Look through the records that follow. Copy every line containing the word "change".

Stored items

========================

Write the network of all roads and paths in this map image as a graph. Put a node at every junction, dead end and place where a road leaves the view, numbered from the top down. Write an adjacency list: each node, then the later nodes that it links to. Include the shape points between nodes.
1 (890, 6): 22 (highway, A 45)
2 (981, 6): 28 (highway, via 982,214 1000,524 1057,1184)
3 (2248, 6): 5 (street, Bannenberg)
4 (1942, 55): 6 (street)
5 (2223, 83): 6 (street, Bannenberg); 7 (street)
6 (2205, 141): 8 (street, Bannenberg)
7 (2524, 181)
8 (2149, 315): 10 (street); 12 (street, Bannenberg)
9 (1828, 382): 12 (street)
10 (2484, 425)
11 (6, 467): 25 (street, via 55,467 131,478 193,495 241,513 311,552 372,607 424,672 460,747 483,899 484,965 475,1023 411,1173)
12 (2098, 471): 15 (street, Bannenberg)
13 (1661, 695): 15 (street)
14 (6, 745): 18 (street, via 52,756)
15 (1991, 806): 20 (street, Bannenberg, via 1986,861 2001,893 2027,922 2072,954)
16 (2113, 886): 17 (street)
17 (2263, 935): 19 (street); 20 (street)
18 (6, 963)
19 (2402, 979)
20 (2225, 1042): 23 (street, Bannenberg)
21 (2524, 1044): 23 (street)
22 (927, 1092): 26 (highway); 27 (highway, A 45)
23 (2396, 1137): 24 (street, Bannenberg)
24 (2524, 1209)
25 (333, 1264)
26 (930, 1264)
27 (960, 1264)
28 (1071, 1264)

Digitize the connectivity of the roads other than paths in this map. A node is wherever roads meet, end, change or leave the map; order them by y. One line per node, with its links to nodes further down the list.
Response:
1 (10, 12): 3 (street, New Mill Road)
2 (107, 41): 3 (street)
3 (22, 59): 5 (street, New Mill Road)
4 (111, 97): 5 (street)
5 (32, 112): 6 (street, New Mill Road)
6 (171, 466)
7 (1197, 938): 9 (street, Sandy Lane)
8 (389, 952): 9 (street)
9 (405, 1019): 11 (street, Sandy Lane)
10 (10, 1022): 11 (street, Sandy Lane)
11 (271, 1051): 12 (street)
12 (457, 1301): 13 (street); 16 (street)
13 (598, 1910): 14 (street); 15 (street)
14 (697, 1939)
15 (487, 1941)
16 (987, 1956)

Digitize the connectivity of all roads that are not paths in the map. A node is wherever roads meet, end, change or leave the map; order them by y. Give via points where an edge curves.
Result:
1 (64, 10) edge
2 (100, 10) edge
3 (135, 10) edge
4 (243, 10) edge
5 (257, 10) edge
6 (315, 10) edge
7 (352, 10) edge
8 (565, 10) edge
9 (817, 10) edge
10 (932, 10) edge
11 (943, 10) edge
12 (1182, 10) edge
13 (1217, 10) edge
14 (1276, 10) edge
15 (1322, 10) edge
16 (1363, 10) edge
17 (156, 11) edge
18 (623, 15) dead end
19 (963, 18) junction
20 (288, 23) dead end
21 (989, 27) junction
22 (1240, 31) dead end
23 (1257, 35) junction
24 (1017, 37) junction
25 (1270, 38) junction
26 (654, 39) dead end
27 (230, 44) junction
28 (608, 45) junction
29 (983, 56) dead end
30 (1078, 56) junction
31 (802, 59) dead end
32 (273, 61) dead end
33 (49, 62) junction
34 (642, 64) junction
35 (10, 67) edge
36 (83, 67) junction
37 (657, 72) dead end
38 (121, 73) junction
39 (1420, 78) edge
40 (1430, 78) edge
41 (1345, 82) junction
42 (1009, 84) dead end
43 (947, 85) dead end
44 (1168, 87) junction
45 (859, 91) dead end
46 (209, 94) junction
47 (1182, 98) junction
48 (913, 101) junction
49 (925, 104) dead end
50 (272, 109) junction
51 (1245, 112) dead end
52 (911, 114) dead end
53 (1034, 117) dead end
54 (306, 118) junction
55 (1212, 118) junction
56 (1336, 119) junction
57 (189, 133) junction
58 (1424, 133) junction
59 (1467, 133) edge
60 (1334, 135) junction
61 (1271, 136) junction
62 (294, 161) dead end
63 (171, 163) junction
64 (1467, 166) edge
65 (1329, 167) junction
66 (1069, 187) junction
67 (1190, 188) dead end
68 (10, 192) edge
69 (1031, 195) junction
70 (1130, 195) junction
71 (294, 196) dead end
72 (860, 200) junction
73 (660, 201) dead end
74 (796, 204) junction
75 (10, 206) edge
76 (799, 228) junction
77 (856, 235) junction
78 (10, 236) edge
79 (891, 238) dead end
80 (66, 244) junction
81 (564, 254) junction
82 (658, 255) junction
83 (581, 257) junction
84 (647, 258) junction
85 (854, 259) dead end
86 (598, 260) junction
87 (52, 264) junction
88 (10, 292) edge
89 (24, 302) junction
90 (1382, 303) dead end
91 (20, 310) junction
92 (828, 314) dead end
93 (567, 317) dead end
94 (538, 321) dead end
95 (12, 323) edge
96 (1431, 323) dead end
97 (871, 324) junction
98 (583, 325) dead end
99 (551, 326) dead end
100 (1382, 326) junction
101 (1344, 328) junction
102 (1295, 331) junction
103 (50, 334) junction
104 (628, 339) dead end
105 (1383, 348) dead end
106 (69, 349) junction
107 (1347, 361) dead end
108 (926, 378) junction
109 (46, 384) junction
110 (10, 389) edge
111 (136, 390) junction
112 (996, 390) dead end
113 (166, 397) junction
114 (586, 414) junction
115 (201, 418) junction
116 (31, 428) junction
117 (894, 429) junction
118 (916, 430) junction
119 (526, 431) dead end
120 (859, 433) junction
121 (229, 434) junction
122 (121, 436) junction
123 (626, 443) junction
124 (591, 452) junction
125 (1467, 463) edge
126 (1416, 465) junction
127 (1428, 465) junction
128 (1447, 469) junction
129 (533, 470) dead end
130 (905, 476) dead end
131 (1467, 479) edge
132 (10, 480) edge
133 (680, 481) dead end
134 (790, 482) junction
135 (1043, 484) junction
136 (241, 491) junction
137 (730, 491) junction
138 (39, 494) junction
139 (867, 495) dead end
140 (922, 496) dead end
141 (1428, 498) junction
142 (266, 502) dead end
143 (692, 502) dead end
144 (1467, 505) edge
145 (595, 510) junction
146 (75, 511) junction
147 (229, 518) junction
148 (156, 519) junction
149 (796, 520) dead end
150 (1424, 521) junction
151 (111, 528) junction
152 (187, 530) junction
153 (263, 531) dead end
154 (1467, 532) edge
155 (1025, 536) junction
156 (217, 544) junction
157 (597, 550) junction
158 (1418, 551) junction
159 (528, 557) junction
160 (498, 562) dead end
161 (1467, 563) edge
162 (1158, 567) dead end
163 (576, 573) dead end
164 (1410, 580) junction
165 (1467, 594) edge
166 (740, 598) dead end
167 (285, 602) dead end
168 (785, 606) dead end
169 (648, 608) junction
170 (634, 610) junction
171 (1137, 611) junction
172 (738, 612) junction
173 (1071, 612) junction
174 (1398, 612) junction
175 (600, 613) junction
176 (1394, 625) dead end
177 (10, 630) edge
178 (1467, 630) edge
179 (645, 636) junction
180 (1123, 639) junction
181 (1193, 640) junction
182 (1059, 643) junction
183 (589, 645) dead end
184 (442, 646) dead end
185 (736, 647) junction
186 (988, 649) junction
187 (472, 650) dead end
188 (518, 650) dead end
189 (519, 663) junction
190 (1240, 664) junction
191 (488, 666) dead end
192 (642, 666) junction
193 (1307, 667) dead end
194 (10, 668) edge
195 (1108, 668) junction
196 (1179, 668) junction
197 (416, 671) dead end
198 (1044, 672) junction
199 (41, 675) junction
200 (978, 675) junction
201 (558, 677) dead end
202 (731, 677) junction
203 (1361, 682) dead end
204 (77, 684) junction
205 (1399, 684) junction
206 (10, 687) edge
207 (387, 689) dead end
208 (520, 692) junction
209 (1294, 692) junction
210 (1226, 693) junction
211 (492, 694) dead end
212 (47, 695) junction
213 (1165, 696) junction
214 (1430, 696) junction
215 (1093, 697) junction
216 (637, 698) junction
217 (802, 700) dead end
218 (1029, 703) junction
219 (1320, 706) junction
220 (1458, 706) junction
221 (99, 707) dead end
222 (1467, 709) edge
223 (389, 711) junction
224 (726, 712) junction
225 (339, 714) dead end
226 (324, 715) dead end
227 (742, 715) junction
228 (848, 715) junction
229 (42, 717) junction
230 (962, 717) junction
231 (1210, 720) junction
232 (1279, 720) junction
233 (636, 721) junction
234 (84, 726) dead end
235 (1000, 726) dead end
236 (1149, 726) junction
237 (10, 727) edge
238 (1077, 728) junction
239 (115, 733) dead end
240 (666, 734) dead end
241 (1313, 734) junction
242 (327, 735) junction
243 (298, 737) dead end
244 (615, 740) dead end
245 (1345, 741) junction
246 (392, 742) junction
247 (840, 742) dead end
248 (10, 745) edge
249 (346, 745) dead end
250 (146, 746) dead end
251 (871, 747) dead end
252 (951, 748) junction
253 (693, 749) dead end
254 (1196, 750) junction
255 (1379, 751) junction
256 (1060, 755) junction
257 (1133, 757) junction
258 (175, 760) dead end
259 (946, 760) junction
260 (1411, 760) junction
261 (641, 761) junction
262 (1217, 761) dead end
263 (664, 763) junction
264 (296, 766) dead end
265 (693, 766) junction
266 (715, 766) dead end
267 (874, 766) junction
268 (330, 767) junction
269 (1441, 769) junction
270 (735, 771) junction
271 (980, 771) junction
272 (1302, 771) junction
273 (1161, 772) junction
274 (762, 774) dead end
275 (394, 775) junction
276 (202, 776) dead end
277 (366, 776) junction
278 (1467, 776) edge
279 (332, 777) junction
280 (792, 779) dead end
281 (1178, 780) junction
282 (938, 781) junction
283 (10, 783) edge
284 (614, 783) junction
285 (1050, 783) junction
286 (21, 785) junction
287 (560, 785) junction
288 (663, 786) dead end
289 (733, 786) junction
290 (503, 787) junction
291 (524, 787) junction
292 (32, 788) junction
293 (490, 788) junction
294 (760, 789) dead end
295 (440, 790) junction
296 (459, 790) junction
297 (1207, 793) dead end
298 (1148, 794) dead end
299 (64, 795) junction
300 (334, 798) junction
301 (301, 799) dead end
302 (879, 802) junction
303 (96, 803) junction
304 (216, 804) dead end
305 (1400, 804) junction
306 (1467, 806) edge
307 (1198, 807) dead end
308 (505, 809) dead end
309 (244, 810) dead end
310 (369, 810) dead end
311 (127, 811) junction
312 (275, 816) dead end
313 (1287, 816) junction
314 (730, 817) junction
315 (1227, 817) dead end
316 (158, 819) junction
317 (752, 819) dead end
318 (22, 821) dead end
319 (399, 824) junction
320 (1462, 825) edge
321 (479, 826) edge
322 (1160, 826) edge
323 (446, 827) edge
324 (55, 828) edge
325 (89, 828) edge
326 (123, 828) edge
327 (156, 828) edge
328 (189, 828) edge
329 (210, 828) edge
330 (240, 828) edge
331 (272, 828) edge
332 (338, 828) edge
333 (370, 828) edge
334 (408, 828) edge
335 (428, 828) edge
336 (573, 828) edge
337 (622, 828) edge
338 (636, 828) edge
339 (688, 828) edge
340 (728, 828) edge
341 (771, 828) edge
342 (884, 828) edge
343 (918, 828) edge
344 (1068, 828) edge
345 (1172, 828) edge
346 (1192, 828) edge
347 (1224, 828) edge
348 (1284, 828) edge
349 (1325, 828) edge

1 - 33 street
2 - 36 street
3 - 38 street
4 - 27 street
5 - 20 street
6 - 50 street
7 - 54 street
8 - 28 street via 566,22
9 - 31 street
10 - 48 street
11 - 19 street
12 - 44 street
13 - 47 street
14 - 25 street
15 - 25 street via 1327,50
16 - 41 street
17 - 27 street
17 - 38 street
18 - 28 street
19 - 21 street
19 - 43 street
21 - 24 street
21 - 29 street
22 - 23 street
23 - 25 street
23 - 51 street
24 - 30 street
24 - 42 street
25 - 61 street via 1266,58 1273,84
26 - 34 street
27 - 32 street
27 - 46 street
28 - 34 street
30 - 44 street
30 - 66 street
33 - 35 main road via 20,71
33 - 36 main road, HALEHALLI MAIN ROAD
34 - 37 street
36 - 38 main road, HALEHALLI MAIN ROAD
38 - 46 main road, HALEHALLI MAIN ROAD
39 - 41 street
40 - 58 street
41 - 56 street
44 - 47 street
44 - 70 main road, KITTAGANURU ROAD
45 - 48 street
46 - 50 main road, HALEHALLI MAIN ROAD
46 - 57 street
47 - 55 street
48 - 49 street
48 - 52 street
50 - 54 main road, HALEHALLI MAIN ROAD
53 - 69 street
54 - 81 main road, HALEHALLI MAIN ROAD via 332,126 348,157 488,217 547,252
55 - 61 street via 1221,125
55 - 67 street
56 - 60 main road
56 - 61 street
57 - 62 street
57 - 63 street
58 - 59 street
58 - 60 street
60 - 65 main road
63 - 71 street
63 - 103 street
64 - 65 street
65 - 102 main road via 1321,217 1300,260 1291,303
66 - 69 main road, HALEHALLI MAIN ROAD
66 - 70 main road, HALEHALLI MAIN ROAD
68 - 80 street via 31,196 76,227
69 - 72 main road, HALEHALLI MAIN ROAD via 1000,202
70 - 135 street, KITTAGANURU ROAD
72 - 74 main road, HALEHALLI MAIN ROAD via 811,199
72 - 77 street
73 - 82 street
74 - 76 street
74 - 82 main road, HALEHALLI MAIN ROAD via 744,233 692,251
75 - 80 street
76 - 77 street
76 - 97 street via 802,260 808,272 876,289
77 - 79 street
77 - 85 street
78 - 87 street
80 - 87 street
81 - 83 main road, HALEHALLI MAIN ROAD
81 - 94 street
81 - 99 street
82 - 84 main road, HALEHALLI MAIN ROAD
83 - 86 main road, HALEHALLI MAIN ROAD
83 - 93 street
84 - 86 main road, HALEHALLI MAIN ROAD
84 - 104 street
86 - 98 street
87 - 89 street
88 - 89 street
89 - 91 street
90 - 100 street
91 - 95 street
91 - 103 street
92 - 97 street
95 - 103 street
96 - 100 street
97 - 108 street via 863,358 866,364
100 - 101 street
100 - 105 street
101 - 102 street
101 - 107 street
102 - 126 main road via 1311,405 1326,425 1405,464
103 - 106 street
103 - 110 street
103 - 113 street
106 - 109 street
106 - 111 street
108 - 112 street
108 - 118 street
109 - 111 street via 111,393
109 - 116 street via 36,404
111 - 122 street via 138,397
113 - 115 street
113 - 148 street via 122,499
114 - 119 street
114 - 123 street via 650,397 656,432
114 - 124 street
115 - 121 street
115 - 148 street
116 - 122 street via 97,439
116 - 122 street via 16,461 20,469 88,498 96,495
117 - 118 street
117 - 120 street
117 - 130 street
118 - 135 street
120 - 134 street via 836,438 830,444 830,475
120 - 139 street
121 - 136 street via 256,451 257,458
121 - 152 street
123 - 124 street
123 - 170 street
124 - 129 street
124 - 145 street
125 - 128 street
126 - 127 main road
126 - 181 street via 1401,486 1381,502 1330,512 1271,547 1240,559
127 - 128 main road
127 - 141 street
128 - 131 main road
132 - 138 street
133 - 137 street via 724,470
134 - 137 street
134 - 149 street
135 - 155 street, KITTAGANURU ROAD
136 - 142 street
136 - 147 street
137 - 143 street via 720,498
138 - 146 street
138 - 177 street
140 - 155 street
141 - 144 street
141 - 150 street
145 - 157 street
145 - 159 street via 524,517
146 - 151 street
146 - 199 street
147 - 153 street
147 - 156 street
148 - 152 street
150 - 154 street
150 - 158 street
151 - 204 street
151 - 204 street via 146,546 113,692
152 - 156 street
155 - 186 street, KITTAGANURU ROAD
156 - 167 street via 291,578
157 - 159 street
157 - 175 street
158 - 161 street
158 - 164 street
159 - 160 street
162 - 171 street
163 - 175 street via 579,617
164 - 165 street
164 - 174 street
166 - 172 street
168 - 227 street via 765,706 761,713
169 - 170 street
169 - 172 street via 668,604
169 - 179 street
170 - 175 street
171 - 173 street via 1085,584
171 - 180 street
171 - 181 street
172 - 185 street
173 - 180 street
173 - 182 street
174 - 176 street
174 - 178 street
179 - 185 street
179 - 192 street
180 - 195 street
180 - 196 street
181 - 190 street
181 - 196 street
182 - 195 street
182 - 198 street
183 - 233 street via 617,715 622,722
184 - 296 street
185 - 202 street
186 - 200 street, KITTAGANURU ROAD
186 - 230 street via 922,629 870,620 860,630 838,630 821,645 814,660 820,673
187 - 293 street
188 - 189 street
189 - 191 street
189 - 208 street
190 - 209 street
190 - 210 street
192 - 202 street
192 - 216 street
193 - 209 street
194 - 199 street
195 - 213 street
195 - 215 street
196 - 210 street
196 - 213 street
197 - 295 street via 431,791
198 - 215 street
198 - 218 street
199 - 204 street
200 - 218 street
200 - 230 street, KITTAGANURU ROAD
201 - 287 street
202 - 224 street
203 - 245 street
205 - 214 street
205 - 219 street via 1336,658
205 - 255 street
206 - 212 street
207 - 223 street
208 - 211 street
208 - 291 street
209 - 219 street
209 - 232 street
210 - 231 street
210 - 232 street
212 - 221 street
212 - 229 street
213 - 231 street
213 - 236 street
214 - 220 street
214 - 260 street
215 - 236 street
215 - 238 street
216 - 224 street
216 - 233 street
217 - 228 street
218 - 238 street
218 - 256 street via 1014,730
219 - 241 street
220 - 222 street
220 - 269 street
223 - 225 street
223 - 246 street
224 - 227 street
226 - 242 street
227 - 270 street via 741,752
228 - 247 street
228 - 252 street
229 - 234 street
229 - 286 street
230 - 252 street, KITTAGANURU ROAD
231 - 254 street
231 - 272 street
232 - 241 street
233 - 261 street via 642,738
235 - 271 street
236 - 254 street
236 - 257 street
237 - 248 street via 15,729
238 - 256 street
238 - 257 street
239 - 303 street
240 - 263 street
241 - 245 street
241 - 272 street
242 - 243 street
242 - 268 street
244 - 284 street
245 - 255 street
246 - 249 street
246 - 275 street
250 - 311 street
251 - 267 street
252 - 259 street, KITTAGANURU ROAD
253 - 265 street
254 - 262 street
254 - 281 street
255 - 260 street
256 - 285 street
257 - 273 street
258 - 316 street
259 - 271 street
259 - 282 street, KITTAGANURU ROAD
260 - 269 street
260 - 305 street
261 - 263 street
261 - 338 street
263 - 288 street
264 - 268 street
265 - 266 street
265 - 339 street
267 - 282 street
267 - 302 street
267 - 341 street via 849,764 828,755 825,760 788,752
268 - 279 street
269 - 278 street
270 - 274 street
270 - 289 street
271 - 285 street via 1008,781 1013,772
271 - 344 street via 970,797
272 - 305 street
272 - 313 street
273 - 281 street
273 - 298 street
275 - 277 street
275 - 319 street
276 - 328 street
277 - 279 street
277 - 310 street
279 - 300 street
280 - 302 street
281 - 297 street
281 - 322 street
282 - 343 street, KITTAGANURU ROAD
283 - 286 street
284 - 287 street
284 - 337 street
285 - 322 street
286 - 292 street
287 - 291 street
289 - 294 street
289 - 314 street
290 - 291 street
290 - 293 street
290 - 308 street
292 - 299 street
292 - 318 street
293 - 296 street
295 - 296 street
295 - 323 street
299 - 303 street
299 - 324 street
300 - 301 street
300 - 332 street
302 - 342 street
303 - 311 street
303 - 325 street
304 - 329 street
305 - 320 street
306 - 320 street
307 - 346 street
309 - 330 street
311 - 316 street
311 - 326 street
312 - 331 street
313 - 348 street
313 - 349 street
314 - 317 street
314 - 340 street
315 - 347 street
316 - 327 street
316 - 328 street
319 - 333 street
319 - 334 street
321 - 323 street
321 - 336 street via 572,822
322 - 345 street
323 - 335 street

========================

▶ **Response for this exercise**:
Digitize the connectivity of the roads other than paths in this map. A node is wherever roads meet, end, change or leave the map; order them by y. One line per node, with its links to nodes further down the list.
Digitize the connectivity of all roads that are not paths in the map. A node is wherever roads meet, end, change or leave the map; order them by y. Give via points where an edge curves.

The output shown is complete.